Parce que la honte, c’est comme la douleur : on ne la ressent qu’une fois

« Les Liaisons dangereuses », roman épistolaire de Choderlos de Laclos, repris et adapté par Joe Kodeih sur les planches du théâtre Gemmayzé*, s'inscrit dans un genre propre à l'acteur-metteur
en scène : le métissage du drame social et de la comédie.

Dans libertinage, il y a d’abord liberté... Photo Maya Alameddine

Raphaël Danceny se glisse d'entre les rideaux et vient susurrer à l'oreille du spectateur le drame dont il a été victime. Drapé dans un rouge flamboyant, il introduit la pièce et donne le ton. Cette couleur qui se glissera d'un corset à une couverture et d'une robe à une étole n'aura de cesse, deux heures durant, d'accompagner les acteurs sur les planches, de suggérer au spectateur la passion dévorante qui les anime. Et qui les tue(ra).
Joe Kodeih remplace les robes à crinoline, les armatures en fer, les corsets à lacets et les chemises à jabot par des pantalons en cuir, des bottines à clous, des chemises béantes, des bustiers Gaultier et de petites robes aux couleurs Lolita. Les lettres deviennent des messages sur des téléphones portables, les mots d'amour des SMS qui résonnent, et pourtant, l'intrusion des robes d'époque, des fume-cigarettes ou des masques de bal replonge le spectateur dans une double confusion, celle d'un XVIIe siècle lost in translation, et celle de ces allers-retours entre deux époques, la leur et la nôtre – à moins, finalement, que cela ne soit la même chose.
Merteuil et Valmont manipulent la langue, jouent avec les mots, dégainent des phrases acerbes et acrimonieuses. Joe Kodeih vacille entre deux langues, le franc-parler libanais et le récit français, et en invente une troisième, moyen de communication qu'il introduit et qui autorise alors le langage des corps : les scènes d'amour, par choix esthétique ou par pudeur, prennent des allures de tango sexy et de danses érotiques.

 

Le mal, l'homme et la société
Et puis vient le moment des révélations. Patricia Smayra donne de l'étoffe à Cécile de Volanges, glorifie le personnage et fait honneur au thème du libertinage. Car dans libertinage (courant de pensée qui revendique une certaine liberté par rapport aux mœurs et à la religion), il y a d'abord liberté, que Patricia/Cécile incarne à merveille.
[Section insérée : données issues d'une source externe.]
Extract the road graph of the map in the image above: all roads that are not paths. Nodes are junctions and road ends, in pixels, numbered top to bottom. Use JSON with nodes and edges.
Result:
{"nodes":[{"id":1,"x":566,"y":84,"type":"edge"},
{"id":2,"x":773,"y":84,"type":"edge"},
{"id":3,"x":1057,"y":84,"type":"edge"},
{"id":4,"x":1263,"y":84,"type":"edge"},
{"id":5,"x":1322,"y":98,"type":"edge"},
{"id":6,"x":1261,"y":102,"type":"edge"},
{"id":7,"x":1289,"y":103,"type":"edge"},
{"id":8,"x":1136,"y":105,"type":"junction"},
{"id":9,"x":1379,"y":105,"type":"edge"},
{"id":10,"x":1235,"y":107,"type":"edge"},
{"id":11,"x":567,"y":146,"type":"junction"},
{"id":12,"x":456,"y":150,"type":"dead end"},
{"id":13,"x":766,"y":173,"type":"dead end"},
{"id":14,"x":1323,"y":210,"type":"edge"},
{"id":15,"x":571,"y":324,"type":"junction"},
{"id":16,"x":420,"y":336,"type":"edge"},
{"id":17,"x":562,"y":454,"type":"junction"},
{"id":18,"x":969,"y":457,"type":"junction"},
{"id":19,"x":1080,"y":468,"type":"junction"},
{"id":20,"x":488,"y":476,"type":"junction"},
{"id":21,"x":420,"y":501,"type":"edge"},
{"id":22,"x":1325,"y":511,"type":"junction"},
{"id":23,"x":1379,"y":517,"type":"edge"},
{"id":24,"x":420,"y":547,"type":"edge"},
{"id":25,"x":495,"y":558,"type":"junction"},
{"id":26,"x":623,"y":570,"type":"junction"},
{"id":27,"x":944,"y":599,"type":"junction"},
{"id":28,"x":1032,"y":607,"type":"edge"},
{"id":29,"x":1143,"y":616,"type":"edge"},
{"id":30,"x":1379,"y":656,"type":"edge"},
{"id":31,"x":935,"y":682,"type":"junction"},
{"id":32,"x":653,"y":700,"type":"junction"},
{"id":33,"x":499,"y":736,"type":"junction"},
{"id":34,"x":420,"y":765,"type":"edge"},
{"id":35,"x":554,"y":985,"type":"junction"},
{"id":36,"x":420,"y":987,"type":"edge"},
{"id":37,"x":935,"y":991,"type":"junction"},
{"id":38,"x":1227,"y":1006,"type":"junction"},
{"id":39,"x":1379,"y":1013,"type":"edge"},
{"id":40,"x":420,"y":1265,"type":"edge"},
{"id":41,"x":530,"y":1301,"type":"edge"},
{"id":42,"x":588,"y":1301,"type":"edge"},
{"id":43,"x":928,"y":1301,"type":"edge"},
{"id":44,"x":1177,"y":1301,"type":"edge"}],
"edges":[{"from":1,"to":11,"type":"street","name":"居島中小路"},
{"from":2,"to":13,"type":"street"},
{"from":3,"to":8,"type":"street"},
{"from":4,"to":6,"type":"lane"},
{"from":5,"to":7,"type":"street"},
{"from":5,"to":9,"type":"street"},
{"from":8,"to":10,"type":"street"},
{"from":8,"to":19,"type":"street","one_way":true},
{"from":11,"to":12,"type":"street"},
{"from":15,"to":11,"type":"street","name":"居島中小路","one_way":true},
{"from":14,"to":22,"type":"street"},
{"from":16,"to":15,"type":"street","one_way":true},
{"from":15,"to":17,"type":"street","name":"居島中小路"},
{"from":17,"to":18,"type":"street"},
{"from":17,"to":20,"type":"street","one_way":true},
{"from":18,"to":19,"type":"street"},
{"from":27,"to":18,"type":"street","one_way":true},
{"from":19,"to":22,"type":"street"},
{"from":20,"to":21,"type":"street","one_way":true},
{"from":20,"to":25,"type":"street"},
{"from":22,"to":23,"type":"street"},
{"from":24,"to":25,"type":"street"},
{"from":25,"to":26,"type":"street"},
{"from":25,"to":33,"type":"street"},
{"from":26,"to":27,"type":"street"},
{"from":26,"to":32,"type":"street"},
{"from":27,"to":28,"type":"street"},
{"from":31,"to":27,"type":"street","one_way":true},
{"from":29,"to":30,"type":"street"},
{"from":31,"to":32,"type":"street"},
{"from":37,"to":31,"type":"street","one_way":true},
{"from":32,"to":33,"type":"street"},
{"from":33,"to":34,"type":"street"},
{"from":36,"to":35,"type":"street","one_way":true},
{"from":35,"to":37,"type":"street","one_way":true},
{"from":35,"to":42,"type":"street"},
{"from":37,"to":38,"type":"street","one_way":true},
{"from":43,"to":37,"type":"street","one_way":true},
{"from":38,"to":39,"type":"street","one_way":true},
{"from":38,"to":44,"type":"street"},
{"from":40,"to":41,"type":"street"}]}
Cette jeune fille rehausse chacune de ses intrusions par une authenticité et une légèreté qui ne cesseront de ravir le spectateur. Loin d'être l'héroïne principale, elle n'en reste pas moins un des personnages à découvrir.
Entre un Valmont qui se livre à Danceny à la manière de Cyrano faisant ses aveux a Roxane dans la pénombre, et une vision moderne à la manière de Marie-Antoinette de Sofia Coppola, entre des personnages adaptés à notre époque à la manière des Capulet et des Montaigu de Baz Luhrmann, et le choix d'introduire des chorégraphies modernes et toujours ce brin d'humour, Joe Kodeih réussit cette transposition d'époque et de genre en conservant l'essentiel.
Rousseau disait que le mal est enraciné non dans l'homme, mais dans la société, et pour Laclos, par la bouche de sa Merteuil, la honte a ceci de commun avec la douleur qu'on ne les ressent qu'une seule fois. Si Joe Kodeih a voulu dépeindre une société en mal de vivre, le choix de cette pièce est judicieux. Quoi de mieux que de parler de liaisons dangereuses dans un milieu où les relations font et défont les hommes et où le danger est le quotidien de chaque citoyen libanais.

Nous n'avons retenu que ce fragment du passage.